Openness, indifference, disponibility, surrender—all of these combine to enable us to respond with obedience to God’s call to us. Obedience, like the concept of surrender, tends to carry negative connotations in contemporary society. We tend to see obedience, whether to God or to anyone else, as a restriction on our freedom. But Balthasar argues that obedience to God actually perfects our freedom. Balthasar reminds us that “God’s will is always love”; therefore, obedience to God’s will is obedience to love, which helps form us more deeply in the image and likeness of the divine love. Freely choosing to obey God’s will for our lives is thus the highest use, and therefore the perfection, of our human freedom.


“All I needed to do was to stand there and wait”

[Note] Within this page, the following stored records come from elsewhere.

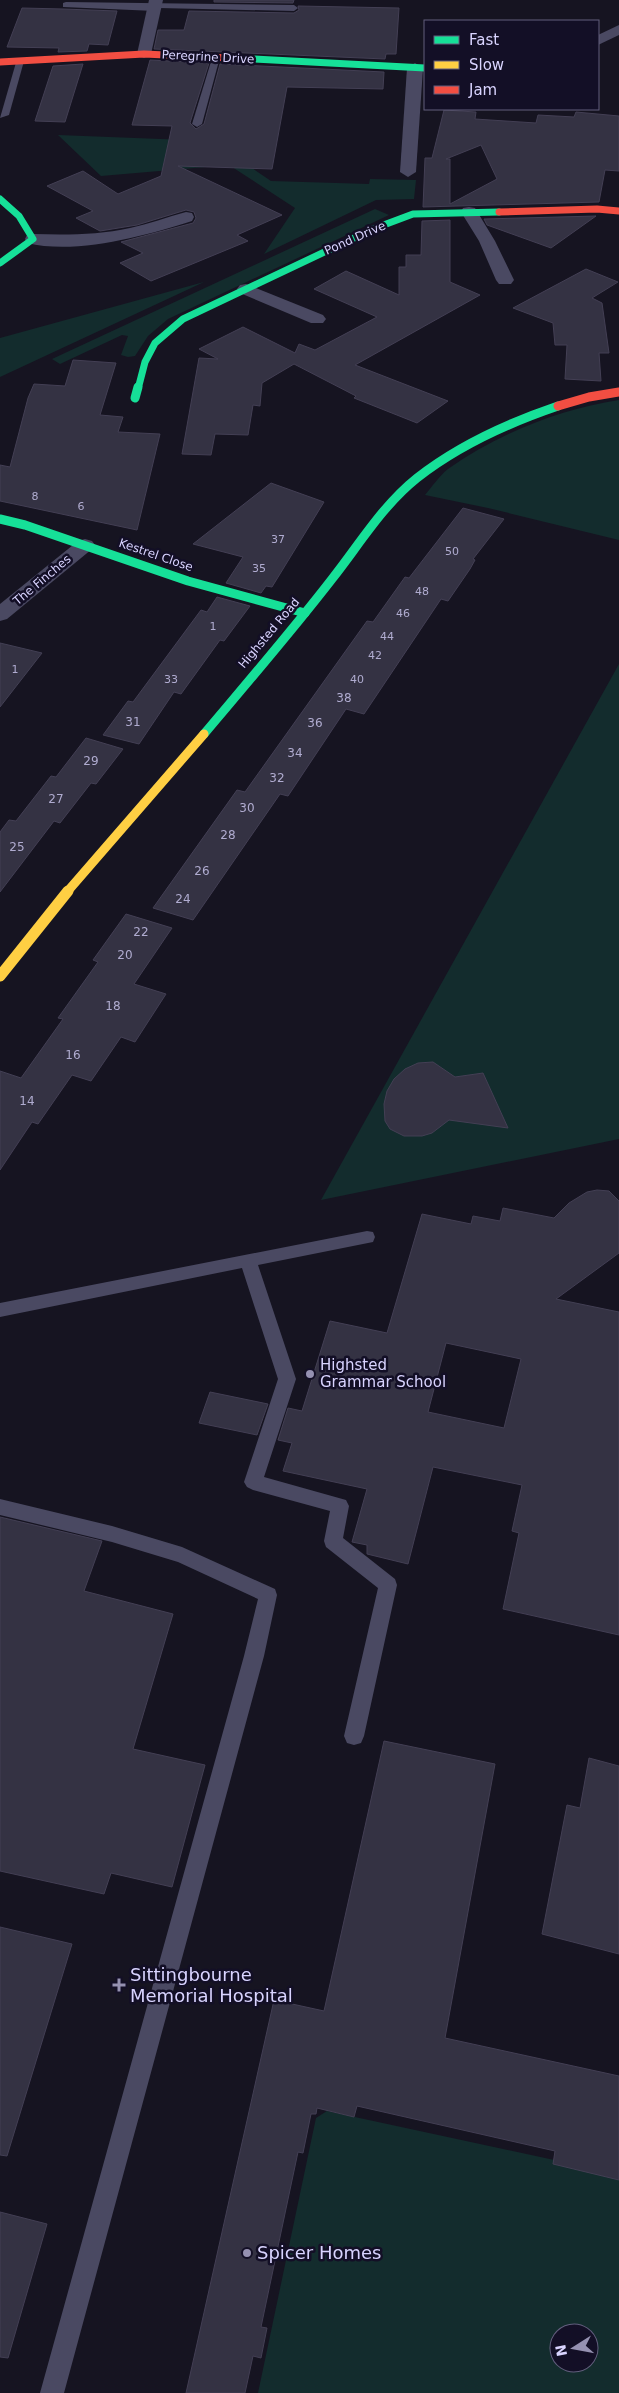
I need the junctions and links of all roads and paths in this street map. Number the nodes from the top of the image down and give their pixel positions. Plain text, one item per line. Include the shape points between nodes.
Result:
1 (156, 4) edge
2 (66, 5) dead end
3 (294, 8) dead end
4 (619, 29) edge
5 (599, 41) edge
6 (619, 47) edge
7 (144, 54) junction
8 (216, 57) junction
9 (20, 60) junction
10 (0, 62) edge
11 (420, 68) edge
12 (0, 115) edge
13 (197, 124) dead end
14 (408, 172) dead end
15 (0, 199) edge
16 (619, 211) edge
17 (469, 212) junction
18 (186, 216) dead end
19 (33, 239) junction
20 (0, 263) edge
21 (505, 280) dead end
22 (246, 288) junction
23 (295, 312) junction
24 (317, 319) dead end
25 (278, 320) dead end
26 (619, 392) edge
27 (135, 398) dead end
28 (0, 519) edge
29 (85, 545) junction
30 (305, 613) junction
31 (0, 615) edge
32 (0, 976) edge
33 (367, 1237) dead end
34 (248, 1261) junction
35 (0, 1310) edge
36 (0, 1507) edge
37 (354, 1736) dead end
38 (52, 2393) edge

1 - 2 lane
1 - 3 lane
1 - 7 street
4 - 5 street
5 - 6 street
7 - 8 street, Peregrine Drive
7 - 9 street, Peregrine Drive
8 - 11 street, Peregrine Drive
8 - 13 lane
9 - 10 street, Peregrine Drive
9 - 12 lane via 4,115
11 - 14 street, Peregrine Drive
15 - 19 street via 22,217
16 - 17 street, Pond Drive
17 - 21 street
17 - 22 street, Pond Drive via 413,214
18 - 19 street via 128,235 104,239
19 - 20 street
22 - 23 street
22 - 27 street, Pond Drive via 183,319 155,343 145,362
23 - 24 street
23 - 25 street
26 - 30 street, Highsted Road via 546,410 454,452 396,498
28 - 29 street, Kestrel Close
29 - 30 street, Kestrel Close via 188,581
29 - 31 street, The Finches
30 - 32 street, Highsted Road
33 - 34 lane
34 - 35 lane
34 - 37 lane via 287,1379 253,1482 340,1506 333,1541 388,1585
36 - 38 lane via 182,1555 268,1595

Often, God reveals his will for our lives gradually, over the course of time. This was the case for Balthasar, despite the fact that his initial call from God was so striking and so memorable. Was he to become a priest? Was he to become a theologian? Yes in both cases, but those rather significant aspects of his vocation were not revealed to him at the moment of his call. We human beings tend to want to know all the details right now, but sometimes God only reveals the details of our mission piece by piece, giving us time to open up our hearts and minds to those details. As Balthasar put it, “Patience is the first virtue of the one who wants to perceive.”

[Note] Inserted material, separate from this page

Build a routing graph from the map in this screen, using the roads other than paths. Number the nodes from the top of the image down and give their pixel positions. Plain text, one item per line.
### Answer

Sometimes, God chooses to surprise us. Balthasar had not been considering either the priesthood or theology at the time that he received his call from God, but he would end up becoming both a priest and a theologian. Our God seems to like surprises. Balthasar even goes so far as to claim that “surprise” is a characteristic of the love that exists among the Father, Son, and Holy Spirit: “If human love is enlivened by the element of surprise, something analogous to it cannot be excluded from divine love.” Regardless, we need to be open to the possibility of surprises that may come our way as part of God’s call. Even the surprises that may seem, at first blush, unpleasant or unwished for are for our good in the long run, when they come from the God who is love. Some of us are called to a mission that we did not expect, and possibly one for which we feel unqualified and/or unworthy, but if it is a genuine call from God, we can rest assured that God will provide the grace we need to fulfill that mission.

What “little stone” are you being called to contribute to God’s beautiful mosaic of love?